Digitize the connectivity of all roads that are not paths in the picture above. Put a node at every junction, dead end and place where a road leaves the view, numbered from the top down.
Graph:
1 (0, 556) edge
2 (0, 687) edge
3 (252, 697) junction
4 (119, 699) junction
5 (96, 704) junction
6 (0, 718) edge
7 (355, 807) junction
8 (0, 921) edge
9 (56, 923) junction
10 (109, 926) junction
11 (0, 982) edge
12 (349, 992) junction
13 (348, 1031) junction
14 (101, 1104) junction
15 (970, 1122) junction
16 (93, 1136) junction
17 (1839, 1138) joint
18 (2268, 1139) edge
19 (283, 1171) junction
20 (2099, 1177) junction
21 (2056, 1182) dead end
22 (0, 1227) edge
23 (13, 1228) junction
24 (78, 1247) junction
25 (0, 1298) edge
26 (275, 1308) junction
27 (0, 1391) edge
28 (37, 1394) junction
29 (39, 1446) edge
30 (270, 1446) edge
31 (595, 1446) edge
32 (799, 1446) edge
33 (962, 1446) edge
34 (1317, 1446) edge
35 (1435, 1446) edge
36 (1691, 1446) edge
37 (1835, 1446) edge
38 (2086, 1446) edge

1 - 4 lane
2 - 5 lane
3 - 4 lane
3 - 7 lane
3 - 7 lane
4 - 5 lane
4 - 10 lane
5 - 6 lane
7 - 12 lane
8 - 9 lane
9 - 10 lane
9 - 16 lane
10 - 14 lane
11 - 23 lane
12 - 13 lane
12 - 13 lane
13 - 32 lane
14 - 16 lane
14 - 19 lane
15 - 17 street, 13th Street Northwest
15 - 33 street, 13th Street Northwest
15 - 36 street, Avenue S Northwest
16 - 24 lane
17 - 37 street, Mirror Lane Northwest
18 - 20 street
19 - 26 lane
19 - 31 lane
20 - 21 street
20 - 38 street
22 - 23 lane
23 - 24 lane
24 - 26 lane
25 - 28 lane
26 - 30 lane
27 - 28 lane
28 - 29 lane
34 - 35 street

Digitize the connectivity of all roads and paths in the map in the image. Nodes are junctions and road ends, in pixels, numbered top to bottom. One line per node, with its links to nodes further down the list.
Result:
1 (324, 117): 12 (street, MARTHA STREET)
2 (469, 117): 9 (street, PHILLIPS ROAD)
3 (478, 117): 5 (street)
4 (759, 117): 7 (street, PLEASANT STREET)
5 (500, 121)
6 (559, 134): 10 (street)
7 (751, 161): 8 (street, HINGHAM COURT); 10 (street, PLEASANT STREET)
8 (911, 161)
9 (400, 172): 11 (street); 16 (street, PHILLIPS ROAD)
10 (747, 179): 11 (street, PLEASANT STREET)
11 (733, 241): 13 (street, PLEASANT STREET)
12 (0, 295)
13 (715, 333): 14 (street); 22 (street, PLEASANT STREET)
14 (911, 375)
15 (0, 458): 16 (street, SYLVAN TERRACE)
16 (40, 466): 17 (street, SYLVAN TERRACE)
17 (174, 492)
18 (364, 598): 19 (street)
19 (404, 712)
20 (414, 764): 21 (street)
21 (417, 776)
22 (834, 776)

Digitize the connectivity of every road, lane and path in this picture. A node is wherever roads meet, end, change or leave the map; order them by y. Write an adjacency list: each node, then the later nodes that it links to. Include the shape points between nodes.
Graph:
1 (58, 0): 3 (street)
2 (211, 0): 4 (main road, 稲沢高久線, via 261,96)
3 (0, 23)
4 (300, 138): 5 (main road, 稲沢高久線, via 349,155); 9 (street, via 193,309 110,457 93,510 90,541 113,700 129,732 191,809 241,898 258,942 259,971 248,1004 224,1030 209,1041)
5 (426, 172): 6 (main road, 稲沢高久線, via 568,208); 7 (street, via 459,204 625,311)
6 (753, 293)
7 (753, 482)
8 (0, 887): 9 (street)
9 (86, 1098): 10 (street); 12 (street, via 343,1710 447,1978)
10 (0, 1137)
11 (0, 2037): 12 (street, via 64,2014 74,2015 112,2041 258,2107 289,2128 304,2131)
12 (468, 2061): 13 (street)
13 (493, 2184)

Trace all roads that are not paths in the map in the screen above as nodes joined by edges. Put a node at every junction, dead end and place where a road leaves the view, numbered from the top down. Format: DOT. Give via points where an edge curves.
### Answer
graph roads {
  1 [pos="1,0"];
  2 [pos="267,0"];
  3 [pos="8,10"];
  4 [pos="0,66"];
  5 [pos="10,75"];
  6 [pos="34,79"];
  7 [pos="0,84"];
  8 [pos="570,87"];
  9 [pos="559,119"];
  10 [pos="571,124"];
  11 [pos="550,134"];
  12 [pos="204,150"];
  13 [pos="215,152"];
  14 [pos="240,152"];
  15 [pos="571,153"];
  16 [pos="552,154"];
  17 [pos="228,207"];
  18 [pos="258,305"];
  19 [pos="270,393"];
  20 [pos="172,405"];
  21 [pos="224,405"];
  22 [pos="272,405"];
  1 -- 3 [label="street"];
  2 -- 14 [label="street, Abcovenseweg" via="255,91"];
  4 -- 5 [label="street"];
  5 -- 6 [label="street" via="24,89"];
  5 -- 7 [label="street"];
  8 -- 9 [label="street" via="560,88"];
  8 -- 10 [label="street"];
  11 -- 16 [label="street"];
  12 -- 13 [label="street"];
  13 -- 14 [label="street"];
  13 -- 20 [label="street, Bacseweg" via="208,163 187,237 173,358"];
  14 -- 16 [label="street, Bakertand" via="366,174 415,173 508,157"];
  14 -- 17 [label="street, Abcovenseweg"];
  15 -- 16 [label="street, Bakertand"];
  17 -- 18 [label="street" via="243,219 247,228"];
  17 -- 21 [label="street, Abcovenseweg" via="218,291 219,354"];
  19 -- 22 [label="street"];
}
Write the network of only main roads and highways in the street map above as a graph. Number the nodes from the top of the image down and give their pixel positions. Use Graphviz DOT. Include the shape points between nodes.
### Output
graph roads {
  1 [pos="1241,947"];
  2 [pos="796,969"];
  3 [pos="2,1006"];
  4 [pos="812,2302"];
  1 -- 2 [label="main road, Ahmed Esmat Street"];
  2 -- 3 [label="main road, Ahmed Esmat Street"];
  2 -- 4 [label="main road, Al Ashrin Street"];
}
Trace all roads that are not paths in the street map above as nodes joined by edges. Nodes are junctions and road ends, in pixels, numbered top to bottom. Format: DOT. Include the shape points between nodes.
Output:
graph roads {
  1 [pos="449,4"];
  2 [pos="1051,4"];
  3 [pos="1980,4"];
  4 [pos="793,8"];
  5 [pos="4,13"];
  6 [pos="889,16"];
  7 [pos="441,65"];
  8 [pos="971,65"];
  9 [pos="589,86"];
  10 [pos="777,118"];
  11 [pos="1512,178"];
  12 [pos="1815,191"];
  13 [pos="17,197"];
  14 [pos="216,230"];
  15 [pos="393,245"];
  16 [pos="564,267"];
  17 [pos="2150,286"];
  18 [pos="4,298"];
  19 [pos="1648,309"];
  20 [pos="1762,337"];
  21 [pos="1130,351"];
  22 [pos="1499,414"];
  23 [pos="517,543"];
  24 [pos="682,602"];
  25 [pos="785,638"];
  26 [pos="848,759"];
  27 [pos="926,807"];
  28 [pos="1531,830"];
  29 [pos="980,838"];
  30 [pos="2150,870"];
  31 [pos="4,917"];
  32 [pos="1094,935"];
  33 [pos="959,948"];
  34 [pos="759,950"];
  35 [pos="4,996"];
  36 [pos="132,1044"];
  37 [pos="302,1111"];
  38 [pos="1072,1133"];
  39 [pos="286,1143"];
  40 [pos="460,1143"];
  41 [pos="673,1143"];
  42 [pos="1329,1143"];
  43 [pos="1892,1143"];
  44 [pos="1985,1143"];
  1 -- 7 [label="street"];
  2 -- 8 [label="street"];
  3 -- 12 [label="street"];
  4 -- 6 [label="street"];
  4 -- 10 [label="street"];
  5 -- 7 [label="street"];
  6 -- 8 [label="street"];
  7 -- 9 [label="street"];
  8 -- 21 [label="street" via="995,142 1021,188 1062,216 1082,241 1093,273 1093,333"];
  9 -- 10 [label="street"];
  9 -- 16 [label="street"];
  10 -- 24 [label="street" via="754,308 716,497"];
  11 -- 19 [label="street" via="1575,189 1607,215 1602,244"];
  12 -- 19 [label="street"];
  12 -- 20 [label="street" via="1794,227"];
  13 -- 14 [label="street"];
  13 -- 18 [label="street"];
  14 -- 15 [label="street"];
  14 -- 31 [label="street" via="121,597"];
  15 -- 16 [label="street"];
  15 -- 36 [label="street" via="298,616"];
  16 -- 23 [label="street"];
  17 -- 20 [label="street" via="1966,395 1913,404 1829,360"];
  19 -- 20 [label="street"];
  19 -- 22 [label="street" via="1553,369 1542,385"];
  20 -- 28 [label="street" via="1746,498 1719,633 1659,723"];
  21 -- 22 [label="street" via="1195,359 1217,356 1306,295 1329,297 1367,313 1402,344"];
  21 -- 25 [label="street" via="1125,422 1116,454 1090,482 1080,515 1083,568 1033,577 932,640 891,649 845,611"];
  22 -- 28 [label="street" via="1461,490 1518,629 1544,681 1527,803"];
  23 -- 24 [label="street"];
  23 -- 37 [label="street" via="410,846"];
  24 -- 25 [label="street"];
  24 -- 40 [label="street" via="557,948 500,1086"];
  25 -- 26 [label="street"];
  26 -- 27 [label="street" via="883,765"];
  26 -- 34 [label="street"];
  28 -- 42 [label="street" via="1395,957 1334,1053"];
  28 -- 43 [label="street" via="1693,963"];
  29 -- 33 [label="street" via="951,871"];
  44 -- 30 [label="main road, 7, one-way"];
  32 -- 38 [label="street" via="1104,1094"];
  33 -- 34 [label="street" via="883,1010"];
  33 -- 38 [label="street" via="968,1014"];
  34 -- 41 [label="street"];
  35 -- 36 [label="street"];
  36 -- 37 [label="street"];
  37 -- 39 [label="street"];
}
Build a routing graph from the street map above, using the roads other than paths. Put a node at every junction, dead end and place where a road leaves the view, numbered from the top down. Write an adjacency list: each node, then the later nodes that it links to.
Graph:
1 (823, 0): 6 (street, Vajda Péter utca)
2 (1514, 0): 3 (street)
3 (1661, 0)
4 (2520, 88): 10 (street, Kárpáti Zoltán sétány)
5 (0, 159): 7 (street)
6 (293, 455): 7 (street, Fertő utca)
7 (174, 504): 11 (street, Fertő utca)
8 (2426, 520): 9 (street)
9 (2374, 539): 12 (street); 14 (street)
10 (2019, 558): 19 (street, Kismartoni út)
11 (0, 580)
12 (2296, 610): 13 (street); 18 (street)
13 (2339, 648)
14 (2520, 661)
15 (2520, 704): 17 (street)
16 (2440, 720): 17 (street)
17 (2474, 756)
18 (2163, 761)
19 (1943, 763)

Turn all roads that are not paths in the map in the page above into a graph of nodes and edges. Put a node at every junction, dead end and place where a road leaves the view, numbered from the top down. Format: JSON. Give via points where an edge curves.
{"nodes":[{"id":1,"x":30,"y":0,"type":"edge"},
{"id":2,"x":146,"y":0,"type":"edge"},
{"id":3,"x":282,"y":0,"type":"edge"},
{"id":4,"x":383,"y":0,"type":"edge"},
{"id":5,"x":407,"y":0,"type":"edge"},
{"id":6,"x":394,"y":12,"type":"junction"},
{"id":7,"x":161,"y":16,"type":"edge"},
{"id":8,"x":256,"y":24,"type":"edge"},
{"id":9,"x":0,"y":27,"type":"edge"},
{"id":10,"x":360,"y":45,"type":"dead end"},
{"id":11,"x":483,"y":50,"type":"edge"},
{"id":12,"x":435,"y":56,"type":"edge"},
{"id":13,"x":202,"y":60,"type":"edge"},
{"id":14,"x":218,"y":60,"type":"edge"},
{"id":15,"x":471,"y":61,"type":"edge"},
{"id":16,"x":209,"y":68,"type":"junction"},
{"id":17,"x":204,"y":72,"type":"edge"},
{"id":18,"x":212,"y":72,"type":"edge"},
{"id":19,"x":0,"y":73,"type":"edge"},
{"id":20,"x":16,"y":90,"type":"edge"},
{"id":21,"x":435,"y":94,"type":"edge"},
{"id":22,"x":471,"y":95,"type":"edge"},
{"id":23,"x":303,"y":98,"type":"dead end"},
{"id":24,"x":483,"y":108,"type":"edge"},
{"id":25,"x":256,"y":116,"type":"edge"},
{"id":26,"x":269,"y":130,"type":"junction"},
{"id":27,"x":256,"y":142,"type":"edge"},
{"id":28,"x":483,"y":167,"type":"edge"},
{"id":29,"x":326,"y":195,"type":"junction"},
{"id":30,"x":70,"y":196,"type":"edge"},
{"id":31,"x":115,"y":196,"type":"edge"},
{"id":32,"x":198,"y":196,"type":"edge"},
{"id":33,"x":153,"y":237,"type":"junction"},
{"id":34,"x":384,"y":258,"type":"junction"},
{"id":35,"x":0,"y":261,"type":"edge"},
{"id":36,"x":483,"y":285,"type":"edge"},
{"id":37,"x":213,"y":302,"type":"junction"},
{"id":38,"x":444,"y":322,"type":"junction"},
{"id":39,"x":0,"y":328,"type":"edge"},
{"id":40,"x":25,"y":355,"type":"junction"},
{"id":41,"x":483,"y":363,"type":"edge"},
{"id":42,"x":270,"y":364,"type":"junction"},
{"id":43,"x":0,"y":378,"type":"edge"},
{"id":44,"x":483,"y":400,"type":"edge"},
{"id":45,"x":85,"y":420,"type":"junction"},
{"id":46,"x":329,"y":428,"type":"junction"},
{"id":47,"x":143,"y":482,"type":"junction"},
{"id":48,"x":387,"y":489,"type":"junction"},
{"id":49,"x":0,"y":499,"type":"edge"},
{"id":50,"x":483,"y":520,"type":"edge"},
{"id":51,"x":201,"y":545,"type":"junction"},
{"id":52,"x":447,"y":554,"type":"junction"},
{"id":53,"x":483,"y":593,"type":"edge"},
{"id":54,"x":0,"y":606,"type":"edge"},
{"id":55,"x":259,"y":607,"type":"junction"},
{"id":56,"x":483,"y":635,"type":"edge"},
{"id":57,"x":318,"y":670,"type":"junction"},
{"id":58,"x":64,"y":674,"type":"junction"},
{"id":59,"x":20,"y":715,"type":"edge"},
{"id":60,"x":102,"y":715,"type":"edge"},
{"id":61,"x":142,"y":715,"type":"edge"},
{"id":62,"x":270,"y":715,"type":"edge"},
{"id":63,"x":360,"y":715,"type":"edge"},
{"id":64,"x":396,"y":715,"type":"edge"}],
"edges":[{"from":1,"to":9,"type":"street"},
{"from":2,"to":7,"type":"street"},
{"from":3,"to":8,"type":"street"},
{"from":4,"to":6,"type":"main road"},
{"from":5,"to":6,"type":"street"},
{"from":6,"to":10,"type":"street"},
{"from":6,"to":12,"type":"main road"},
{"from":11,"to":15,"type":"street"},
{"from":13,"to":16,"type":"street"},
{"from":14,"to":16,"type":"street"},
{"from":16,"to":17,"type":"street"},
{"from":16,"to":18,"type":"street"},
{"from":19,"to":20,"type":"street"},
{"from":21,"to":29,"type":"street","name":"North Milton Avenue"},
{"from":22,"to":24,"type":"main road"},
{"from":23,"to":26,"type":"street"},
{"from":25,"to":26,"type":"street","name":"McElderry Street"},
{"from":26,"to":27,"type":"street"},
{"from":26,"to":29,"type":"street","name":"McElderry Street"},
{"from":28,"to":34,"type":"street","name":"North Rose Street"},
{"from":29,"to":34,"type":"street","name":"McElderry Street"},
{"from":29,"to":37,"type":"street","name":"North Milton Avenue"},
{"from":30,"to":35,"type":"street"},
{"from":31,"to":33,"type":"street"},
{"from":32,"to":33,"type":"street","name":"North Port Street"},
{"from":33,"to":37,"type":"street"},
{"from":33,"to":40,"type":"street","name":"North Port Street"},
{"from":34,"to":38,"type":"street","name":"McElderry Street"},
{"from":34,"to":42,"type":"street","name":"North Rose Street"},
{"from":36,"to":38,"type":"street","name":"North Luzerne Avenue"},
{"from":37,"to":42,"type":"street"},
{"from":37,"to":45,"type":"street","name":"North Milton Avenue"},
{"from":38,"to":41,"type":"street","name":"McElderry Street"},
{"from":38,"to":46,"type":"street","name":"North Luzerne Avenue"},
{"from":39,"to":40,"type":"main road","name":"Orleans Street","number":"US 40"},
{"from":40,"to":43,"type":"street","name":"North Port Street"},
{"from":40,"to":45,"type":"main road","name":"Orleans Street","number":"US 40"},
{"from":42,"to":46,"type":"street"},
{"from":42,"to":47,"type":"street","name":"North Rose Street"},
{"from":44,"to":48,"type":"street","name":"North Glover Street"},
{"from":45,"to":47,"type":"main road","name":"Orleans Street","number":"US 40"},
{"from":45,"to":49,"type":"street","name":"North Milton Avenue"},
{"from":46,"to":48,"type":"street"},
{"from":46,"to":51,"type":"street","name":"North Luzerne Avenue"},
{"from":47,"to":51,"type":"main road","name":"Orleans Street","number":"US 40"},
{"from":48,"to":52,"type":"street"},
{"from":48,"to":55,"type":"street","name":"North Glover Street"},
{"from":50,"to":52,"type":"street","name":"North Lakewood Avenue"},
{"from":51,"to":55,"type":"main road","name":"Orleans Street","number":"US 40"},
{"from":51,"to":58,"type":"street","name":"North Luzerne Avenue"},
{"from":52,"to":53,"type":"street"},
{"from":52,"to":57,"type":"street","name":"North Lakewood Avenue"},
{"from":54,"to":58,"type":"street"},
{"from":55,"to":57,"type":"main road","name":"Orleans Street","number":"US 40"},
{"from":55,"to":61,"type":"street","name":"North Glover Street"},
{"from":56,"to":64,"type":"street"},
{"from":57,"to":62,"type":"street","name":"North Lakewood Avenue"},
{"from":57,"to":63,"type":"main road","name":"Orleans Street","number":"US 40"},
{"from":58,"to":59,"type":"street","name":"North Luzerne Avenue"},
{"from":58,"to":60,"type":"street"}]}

• ACTIVITY
List all lines in the material containing the string "above".

• RESPONSE BELOW
Digitize the connectivity of all roads that are not paths in the picture above. Put a node at every junction, dead end and place where a road leaves the view, numbered from the top down.
Trace all roads that are not paths in the map in the screen above as nodes joined by edges. Put a node at every junction, dead end and place where a road leaves the view, numbered from the top down. Format: DOT. Give via points where an edge curves.
Write the network of only main roads and highways in the street map above as a graph. Number the nodes from the top of the image down and give their pixel positions. Use Graphviz DOT. Include the shape points between nodes.
Trace all roads that are not paths in the street map above as nodes joined by edges. Nodes are junctions and road ends, in pixels, numbered top to bottom. Format: DOT. Include the shape points between nodes.
Build a routing graph from the street map above, using the roads other than paths. Put a node at every junction, dead end and place where a road leaves the view, numbered from the top down. Write an adjacency list: each node, then the later nodes that it links to.
Turn all roads that are not paths in the map in the page above into a graph of nodes and edges. Put a node at every junction, dead end and place where a road leaves the view, numbered from the top down. Format: JSON. Give via points where an edge curves.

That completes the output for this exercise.